Musicalité également présente dans les allitérations en [s] et [t] : « ours/singe/tziganes/suivaient/roulotte/traînée/tandis/ s’éloignaient »

Cf : poème « Art poétique » de Verlaine :

« De la musique encore et toujours !
Que ton vers soit la chose envolée
Qu'on sent qui fuit d'une âme en allée
Vers d'autres cieux à d'autres amours
. »

    Cette scène circassienne très pittoresque se révèle étrange car elle poursuit l’aspect mélancolique du quatrain qui la précède tout en donnant au poème une sensation de vivacité par les couleurs suggérées et la musique légère (« fifre »). Cette ambiguïté et hésitation entre gaieté et tristesse est aussi celle de la syntaxe et de la conjonction « tandis que » : sont-ce les tziganes qui jouent du fifre ou le poète distingue-t-il deux groupes de personnes perçus l’un par la vue (saltimbanques), l’autre par l’ouïe (soldats / « régiment ») ?

Mvt 4

Strophe 4

Une image ambiguë du printemps

 L’unité du poème se révèle dans ce premier vers du dernier quatrain par la reprise anaphorique de l’hémistiche liminaire « le mai le joli mai ».

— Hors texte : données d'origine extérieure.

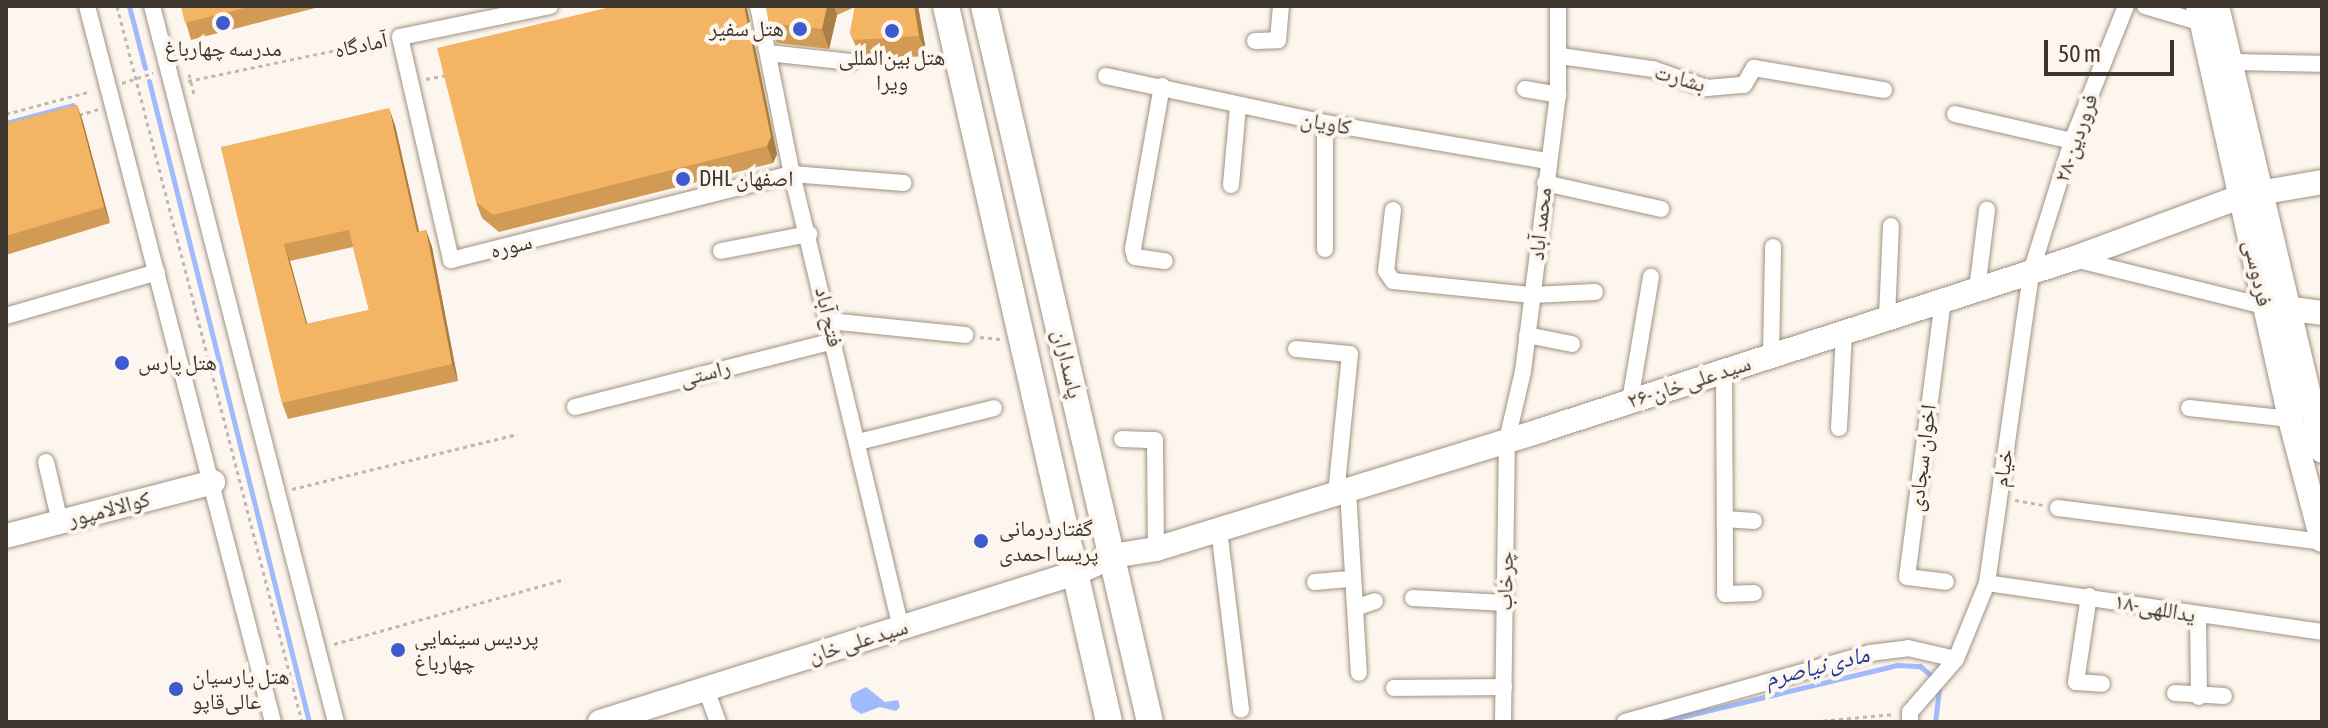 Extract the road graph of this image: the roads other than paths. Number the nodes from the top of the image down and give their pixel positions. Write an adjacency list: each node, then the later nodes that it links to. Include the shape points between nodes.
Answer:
1 (87, 6): 45 (street)
2 (152, 6): 116 (street)
3 (550, 6): 12 (street, آمادگاه)
4 (758, 6): 14 (street, فتح آباد)
5 (946, 6): 83 (main road, پاسداران)
6 (984, 6): 78 (main road, پاسداران)
7 (1281, 6): 13 (street, via 1278,40)
8 (1558, 6): 15 (street, محمد آباد)
9 (2145, 6): 11 (street)
10 (2121, 7): 27 (street, ۲۸-فروردین)
11 (2206, 12): 17 (main road, فردوسی); 34 (main road, فردوسی)
12 (400, 37): 29 (street, سوره, via 451,260)
13 (1255, 41)
14 (768, 53): 16 (street); 29 (street, فتح آباد)
15 (1560, 56): 22 (street, بشارت, via 1653,69 1707,88 1744,85 1754,68); 23 (street, محمد آباد)
16 (851, 62)
17 (2230, 62): 18 (street); 34 (main road, فردوسی)
18 (2322, 64)
19 (1106, 76): 20 (street, کاویان)
20 (1162, 86): 24 (street, کاویان); 44 (street, via 1133,249 1135,257)
21 (1525, 89): 23 (street)
22 (1884, 90)
23 (1558, 95): 28 (street, محمد آباد)
24 (1238, 106): 26 (street, کاویان); 33 (street)
25 (1955, 114): 27 (street)
26 (1325, 123): 28 (street, کاویان); 41 (street)
27 (2072, 141): 46 (street, ۲۸-فروردین)
28 (1548, 161): 32 (street, محمد آباد)
29 (792, 174): 31 (street); 39 (street, فتح آباد)
30 (2322, 182): 34 (main road, ۲۶-سید علی خان)
31 (904, 183)
32 (1545, 183): 35 (street); 50 (street, محمد آباد)
33 (1231, 185)
34 (2251, 194): 43 (main road, ۲۶-سید علی خان); 52 (main road, فردوسی)
35 (1661, 209)
36 (1393, 210): 50 (street, via 1388,278)
37 (1987, 210): 48 (street)
38 (1891, 226): 55 (street)
39 (809, 234): 42 (street); 56 (street, فتح آباد)
40 (1773, 247): 63 (street)
41 (1325, 249)
42 (721, 251)
43 (2072, 259): 46 (main road, ۲۶-سید علی خان); 52 (street)
44 (1165, 261)
45 (157, 272): 54 (street); 76 (street)
46 (2031, 272): 48 (main road, ۲۶-سید علی خان); 93 (street, خیام)
47 (1651, 277): 65 (street)
48 (1977, 289): 51 (main road, ۲۶-سید علی خان)
49 (1595, 292): 50 (street)
50 (1532, 295): 59 (street, محمد آباد)
51 (1943, 300): 55 (main road, ۲۶-سید علی خان); 92 (street, اخوان سجادی, via 1907,577)
52 (2276, 307): 53 (main road); 69 (main road, فردوسی); 74 (main road, فردوسی)
53 (2322, 313)
54 (6, 316)
55 (1887, 317): 57 (main road, ۲۶-سید علی خان)
56 (830, 321): 58 (street); 60 (street, فتح آباد)
57 (1844, 332): 63 (main road, ۲۶-سید علی خان); 70 (street)
58 (965, 335)
59 (1527, 335): 61 (street); 72 (street, محمد آباد)
60 (834, 341): 66 (street, راستی); 73 (street, فتح آباد)
61 (1572, 344)
62 (1296, 349): 77 (street, via 1350,354)
63 (1771, 355): 64 (main road, ۲۶-سید علی خان)
64 (1724, 370): 65 (main road, ۲۶-سید علی خان); 80 (street)
65 (1630, 401): 72 (main road, ۲۶-سید علی خان)
66 (575, 407)
67 (994, 408): 73 (street)
68 (2189, 408): 69 (street)
69 (2290, 419): 86 (main road, فردوسی)
70 (1839, 428)
71 (1122, 439): 87 (street, via 1162,439)
72 (1507, 440): 77 (main road, ۲۶-سید علی خان); 98 (street, چرخاب)
73 (858, 442): 101 (street, فتح آباد)
74 (2322, 451)
75 (46, 462): 82 (street)
76 (213, 482): 82 (main road, کوالالامپور); 115 (street)
77 (1342, 492): 84 (main road, ۲۶-سید علی خان); 90 (street)
78 (1101, 505): 83 (main road, via 1101,532 1092,537 1082,538); 88 (main road, پاسداران)
79 (2058, 508): 86 (street)
80 (1725, 519): 81 (street); 94 (street, via 1725,594)
81 (1754, 521)
82 (60, 522): 85 (main road, کوالالامپور)
83 (1064, 522): 89 (main road, پاسداران)
84 (1219, 530): 87 (main road, ۲۶-سید علی خان); 112 (street)
85 (6, 536)
86 (2322, 541)
87 (1156, 549): 88 (main road, ۲۶-سید علی خان)
88 (1113, 556): 89 (main road, سید علی خان); 120 (main road, پاسداران)
89 (1076, 573): 101 (main road, سید علی خان); 119 (main road, پاسداران)
90 (1353, 579): 91 (street); 99 (street)
91 (1315, 582)
92 (1946, 582)
93 (1987, 583): 95 (street, ۱۸-یداللهی); 103 (street, خیام)
94 (1754, 593)
95 (2089, 596): 100 (street, ۱۸-یداللهی); 105 (street, via 2076,682)
96 (1413, 598): 98 (street)
97 (1375, 601): 99 (street)
98 (1505, 603): 106 (street, چرخاب)
99 (1355, 608): 104 (street)
100 (2198, 616): 102 (street, ۱۸-یداللهی); 111 (street)
101 (901, 628): 108 (main road, سید علی خان)
102 (2322, 632)
103 (1956, 659): 114 (street, خیام); 122 (street, via 1908,648 1870,653)
104 (1359, 673)
105 (2102, 684)
106 (1504, 687): 107 (street); 121 (street, چرخاب)
107 (1394, 688)
108 (706, 689): 113 (main road, سید علی خان); 118 (street)
109 (2175, 693): 111 (street)
110 (2224, 696): 111 (street)
111 (2199, 697)
112 (1241, 710)
113 (645, 715): 117 (main road, سید علی خان)
114 (1910, 717)
115 (273, 722)
116 (336, 722)
117 (600, 722)
118 (718, 722)
119 (1109, 722)
120 (1150, 722)
121 (1503, 722)
122 (1625, 722) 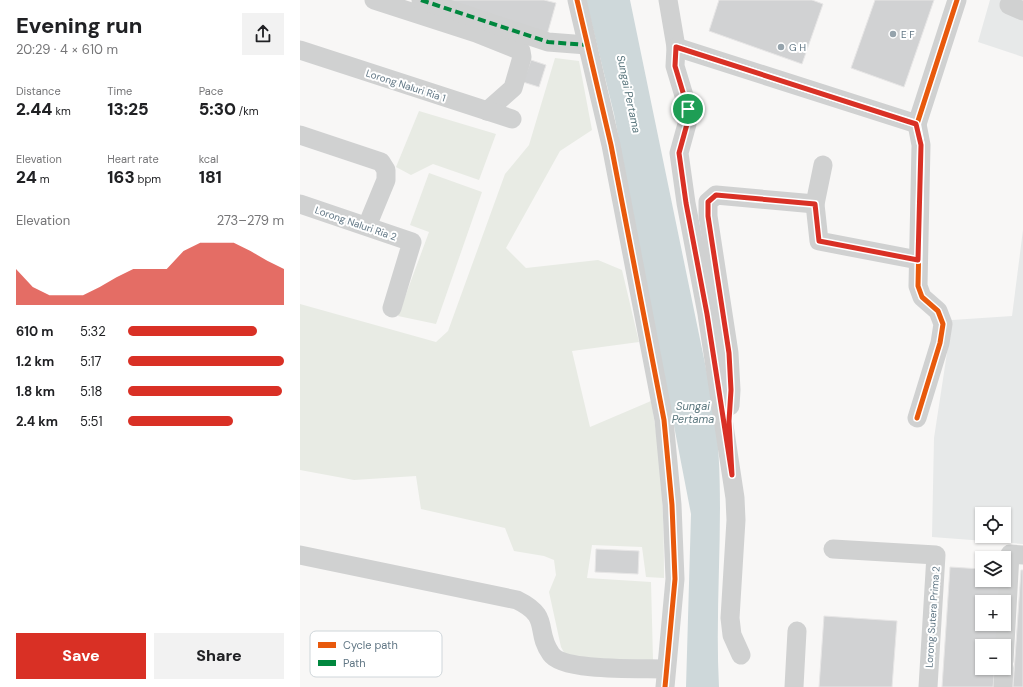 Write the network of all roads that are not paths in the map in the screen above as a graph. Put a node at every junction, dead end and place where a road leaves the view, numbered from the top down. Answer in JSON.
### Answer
{"nodes":[{"id":1,"x":421,"y":0,"type":"edge"},
{"id":2,"x":577,"y":0,"type":"edge"},
{"id":3,"x":668,"y":0,"type":"edge"},
{"id":4,"x":957,"y":0,"type":"edge"},
{"id":5,"x":379,"y":1,"type":"edge"},
{"id":6,"x":587,"y":45,"type":"junction"},
{"id":7,"x":676,"y":47,"type":"junction"},
{"id":8,"x":300,"y":50,"type":"edge"},
{"id":9,"x":487,"y":111,"type":"junction"},
{"id":10,"x":512,"y":119,"type":"dead end"},
{"id":11,"x":916,"y":124,"type":"junction"},
{"id":12,"x":300,"y":135,"type":"edge"},
{"id":13,"x":823,"y":166,"type":"dead end"},
{"id":14,"x":300,"y":204,"type":"edge"},
{"id":15,"x":815,"y":204,"type":"junction"},
{"id":16,"x":367,"y":226,"type":"junction"},
{"id":17,"x":918,"y":260,"type":"junction"},
{"id":18,"x":392,"y":308,"type":"dead end"},
{"id":19,"x":917,"y":418,"type":"dead end"},
{"id":20,"x":732,"y":475,"type":"junction"},
{"id":21,"x":833,"y":548,"type":"dead end"},
{"id":22,"x":300,"y":555,"type":"edge"},
{"id":23,"x":1023,"y":555,"type":"edge"},
{"id":24,"x":797,"y":631,"type":"dead end"},
{"id":25,"x":1005,"y":639,"type":"edge"},
{"id":26,"x":741,"y":655,"type":"dead end"},
{"id":27,"x":1003,"y":675,"type":"edge"},
{"id":28,"x":666,"y":678,"type":"edge"},
{"id":29,"x":794,"y":687,"type":"edge"},
{"id":30,"x":928,"y":687,"type":"edge"},
{"id":31,"x":1002,"y":687,"type":"edge"}],
"edges":[{"from":1,"to":6,"type":"street"},
{"from":2,"to":6,"type":"street"},
{"from":3,"to":7,"type":"street"},
{"from":4,"to":11,"type":"street"},
{"from":5,"to":9,"type":"street"},
{"from":6,"to":28,"type":"street"},
{"from":7,"to":11,"type":"street"},
{"from":7,"to":20,"type":"street"},
{"from":8,"to":9,"type":"street","name":"Lorong Naluri Ria 1"},
{"from":9,"to":10,"type":"street","name":"Lorong Naluri Ria 1"},
{"from":11,"to":17,"type":"street"},
{"from":12,"to":16,"type":"street"},
{"from":13,"to":15,"type":"street"},
{"from":14,"to":16,"type":"street","name":"Lorong Naluri Ria 2"},
{"from":15,"to":17,"type":"street"},
{"from":15,"to":20,"type":"street"},
{"from":16,"to":18,"type":"street","name":"Lorong Naluri Ria 2"},
{"from":17,"to":19,"type":"street"},
{"from":20,"to":26,"type":"street"},
{"from":21,"to":30,"type":"street","name":"Lorong Sutera Prima 2"},
{"from":22,"to":28,"type":"street"},
{"from":23,"to":25,"type":"street"},
{"from":24,"to":29,"type":"street"},
{"from":27,"to":31,"type":"street"}]} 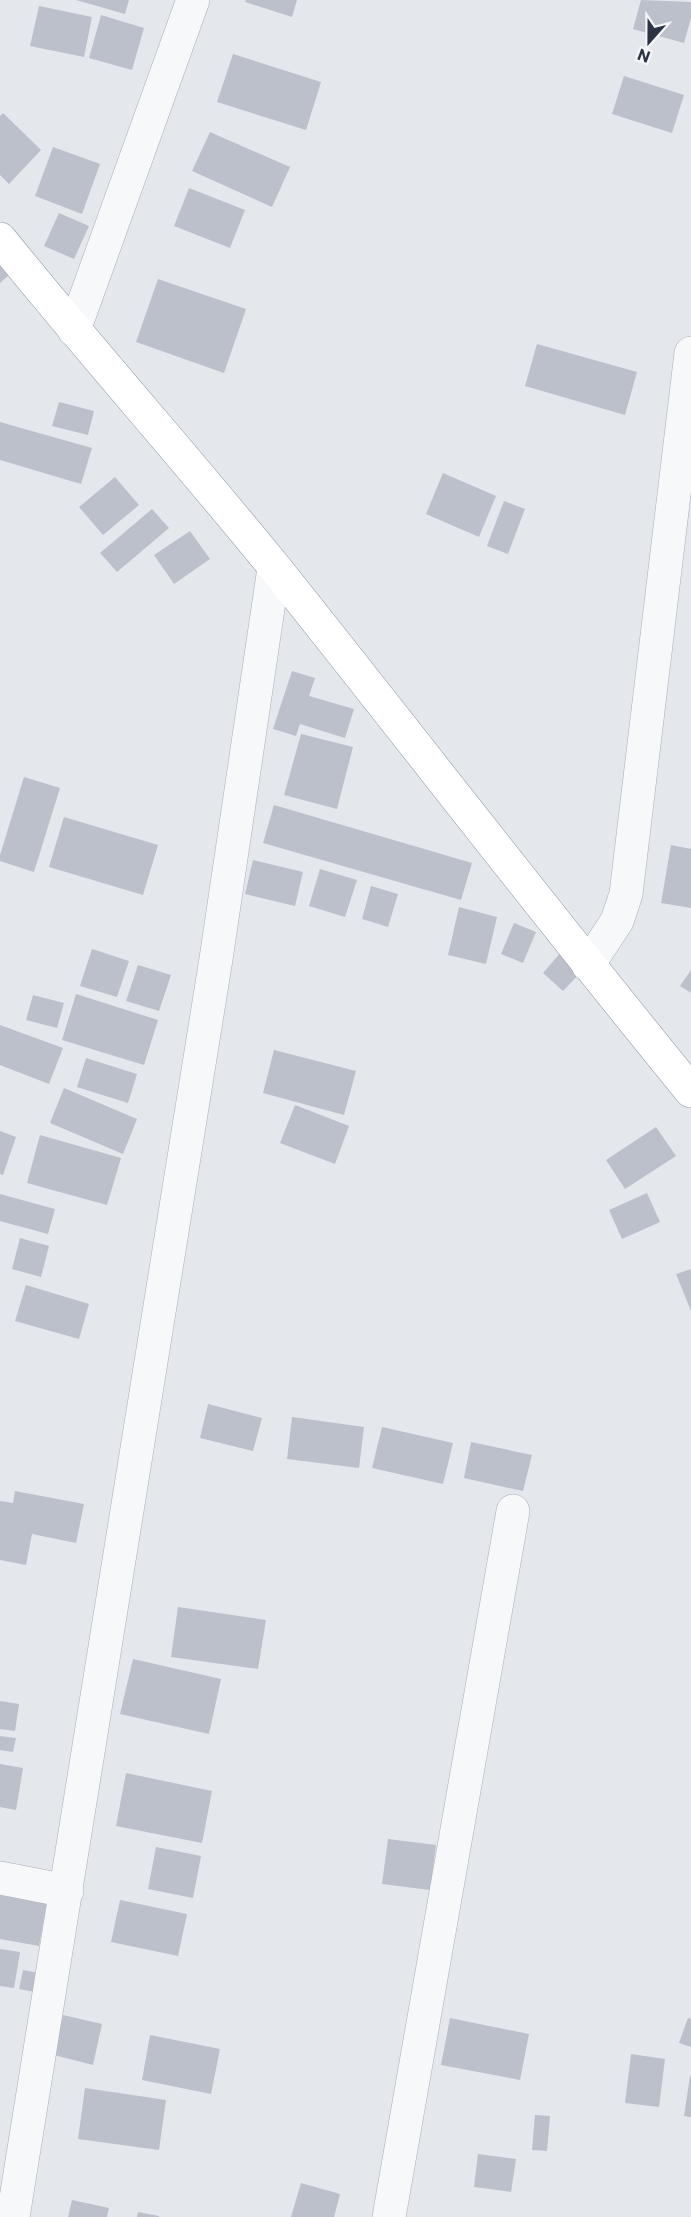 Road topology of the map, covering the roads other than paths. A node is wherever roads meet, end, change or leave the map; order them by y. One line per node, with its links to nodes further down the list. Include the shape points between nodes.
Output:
1 (193, 0): 3 (street)
2 (0, 239): 3 (highway)
3 (74, 330): 5 (highway)
4 (691, 353): 6 (street, via 626,894 617,921)
5 (274, 568): 6 (highway); 10 (street, via 216,959)
6 (588, 965): 7 (highway)
7 (691, 1091)
8 (513, 1511): 12 (street)
9 (0, 1878): 10 (street)
10 (67, 1891): 11 (street)
11 (13, 2217)
12 (390, 2217)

 Le mot « ruines » est doublement mis en valeur : place à la rime + diérèse [ru-i-ne]. Description qui, une fois e plus, perturbe le lecteur : le verbe « parer » exprime un embellissement comme si le printemps venait orner de verdure et de beauté les murs décrépis de ces ruines

MAIS

on note une similitude dans les évocations de la nature entre cette strophe et la deuxième : description ambivalente et ambiguë de la nature printanière = association d’images mélioratives et de connotations péjoratives :

    - énumération du vers 15 qui semble traduire la richesse et la générosité de la nature pourtant : « fleurs » (+) ≠ « nues » (-) et « vigne » (+) ≠ « vierge » (-) : la vigne vierge est une plante qui ne produit pas de fruits

    = à une nature pleine de promesse et féconde s’opposent le dépouillement et la stérilité

 « le vent du Rhin » : écho au poème de Verlaine « Chanson d’automne » marquant la fin d’un amour « Et je m’en vais / Au vent mauvais/ Qui m’emporte/ Deçà, delà /Pareil à la feuille morte » = le fleuve vient clore le poème comme il l’a ouvert (vers 1) en conférant à cette conclusion une note d’humour avec l’évocation des « roseaux jaseurs » où l’on trouve un chiasme des allitérations en [r/z/z/r] - harmonie imitative entre sons et drôlerie de la scène : est-ce une allusion au secret du roi Midas que les roseaux répandent ?

 Le dernier mot de ce poème, « vignes », reprend le thème de l’ivresse comme un écho à « Nuit rhénane » et suggère le pouvoir de la création poétique qui allie observation/description/souvenir.